**TASK TO CARRY OUT**
Report every line in the listing below where the string "Fernando" shows up.

**STUDY MATERIAL**
------------------------------------------------
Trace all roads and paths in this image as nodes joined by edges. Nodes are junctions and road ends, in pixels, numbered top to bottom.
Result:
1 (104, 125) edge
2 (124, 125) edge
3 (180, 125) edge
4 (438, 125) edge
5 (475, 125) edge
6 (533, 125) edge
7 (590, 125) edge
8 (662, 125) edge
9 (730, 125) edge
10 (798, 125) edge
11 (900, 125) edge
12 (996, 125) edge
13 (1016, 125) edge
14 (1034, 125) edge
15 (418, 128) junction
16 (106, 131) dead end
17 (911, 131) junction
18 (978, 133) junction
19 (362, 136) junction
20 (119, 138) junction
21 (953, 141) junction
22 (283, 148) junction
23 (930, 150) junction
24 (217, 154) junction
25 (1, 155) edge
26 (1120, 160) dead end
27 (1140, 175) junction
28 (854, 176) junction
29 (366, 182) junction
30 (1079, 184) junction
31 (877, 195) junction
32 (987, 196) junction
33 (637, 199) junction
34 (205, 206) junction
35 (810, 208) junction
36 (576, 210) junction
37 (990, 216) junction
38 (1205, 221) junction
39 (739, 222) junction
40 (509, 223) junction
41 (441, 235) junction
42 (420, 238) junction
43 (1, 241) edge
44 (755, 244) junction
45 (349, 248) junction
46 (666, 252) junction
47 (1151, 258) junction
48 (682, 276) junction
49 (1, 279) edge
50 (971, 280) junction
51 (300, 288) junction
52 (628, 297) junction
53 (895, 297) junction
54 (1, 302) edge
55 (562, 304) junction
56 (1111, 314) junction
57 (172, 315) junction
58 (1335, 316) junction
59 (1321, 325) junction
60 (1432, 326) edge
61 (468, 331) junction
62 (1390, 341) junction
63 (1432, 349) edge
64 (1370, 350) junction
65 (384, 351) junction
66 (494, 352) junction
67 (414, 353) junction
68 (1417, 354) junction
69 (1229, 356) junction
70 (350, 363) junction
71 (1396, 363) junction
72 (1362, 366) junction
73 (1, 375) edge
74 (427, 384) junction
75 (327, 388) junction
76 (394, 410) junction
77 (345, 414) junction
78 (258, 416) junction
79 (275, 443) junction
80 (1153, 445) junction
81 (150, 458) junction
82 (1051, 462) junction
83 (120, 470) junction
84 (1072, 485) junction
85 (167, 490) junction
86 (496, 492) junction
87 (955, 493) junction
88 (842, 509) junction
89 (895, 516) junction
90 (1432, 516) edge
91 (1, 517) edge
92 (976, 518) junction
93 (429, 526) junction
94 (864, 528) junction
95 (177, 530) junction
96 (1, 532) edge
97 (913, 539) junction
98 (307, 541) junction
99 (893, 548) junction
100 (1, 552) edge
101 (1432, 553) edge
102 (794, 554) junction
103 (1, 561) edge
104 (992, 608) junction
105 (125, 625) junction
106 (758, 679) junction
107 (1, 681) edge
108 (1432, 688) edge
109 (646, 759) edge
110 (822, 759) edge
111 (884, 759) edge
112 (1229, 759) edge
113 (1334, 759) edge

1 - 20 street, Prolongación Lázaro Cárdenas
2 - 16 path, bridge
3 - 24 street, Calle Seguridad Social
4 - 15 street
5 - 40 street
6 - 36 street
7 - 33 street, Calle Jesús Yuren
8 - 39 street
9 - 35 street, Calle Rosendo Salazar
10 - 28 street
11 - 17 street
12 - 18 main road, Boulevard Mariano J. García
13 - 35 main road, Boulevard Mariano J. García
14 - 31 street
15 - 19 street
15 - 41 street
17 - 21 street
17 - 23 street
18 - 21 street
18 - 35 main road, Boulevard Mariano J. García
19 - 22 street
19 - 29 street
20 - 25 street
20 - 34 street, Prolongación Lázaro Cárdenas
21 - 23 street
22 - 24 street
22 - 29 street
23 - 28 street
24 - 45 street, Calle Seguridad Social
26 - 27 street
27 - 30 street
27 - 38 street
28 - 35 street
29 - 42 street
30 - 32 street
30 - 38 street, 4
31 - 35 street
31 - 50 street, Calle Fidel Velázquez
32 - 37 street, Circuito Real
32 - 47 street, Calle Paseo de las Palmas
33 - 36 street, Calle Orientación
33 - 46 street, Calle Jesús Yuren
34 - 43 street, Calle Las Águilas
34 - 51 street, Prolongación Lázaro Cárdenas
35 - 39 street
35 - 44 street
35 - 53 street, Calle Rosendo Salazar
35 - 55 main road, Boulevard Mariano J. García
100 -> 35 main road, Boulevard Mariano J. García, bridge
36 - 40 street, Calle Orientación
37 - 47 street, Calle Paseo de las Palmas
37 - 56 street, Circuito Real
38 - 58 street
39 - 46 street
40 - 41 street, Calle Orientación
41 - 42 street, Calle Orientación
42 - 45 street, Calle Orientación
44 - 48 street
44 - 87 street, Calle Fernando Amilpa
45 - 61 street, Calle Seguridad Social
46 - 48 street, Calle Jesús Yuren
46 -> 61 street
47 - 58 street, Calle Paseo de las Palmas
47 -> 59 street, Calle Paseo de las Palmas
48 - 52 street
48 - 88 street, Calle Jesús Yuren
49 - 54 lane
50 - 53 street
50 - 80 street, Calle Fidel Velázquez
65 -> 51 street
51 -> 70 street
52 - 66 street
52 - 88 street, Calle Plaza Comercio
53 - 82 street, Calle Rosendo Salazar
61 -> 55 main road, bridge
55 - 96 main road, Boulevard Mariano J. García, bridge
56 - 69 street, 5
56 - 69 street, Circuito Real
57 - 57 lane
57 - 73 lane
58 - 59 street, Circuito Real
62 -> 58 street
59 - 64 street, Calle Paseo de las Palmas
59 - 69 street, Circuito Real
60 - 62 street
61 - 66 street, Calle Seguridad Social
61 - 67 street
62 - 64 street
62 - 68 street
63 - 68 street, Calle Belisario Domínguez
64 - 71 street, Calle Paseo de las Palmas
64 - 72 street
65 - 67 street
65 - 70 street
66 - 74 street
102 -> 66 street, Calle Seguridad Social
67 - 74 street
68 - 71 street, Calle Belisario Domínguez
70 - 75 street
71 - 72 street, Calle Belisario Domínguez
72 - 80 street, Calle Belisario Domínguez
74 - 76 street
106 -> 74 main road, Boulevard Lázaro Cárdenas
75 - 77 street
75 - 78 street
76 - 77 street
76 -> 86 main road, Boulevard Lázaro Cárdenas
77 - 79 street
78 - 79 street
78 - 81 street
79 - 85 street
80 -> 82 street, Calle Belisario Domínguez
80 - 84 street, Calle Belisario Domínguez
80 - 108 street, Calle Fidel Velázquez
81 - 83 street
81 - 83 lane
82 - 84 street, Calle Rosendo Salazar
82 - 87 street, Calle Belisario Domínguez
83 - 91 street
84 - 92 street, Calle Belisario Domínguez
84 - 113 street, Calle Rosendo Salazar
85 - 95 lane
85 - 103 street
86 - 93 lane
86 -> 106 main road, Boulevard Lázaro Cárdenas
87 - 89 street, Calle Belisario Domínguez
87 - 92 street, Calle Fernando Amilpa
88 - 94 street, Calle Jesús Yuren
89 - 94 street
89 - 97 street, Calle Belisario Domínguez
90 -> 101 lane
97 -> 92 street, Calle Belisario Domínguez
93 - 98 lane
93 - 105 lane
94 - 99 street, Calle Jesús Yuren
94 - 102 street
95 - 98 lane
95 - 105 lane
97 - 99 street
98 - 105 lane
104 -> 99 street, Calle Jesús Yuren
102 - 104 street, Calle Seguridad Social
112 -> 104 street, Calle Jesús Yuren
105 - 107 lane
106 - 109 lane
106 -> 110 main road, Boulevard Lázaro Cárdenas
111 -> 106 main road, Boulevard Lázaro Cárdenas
------------------------------------------------
**WRITTEN REPLY**
44 - 87 street, Calle Fernando Amilpa
87 - 92 street, Calle Fernando Amilpa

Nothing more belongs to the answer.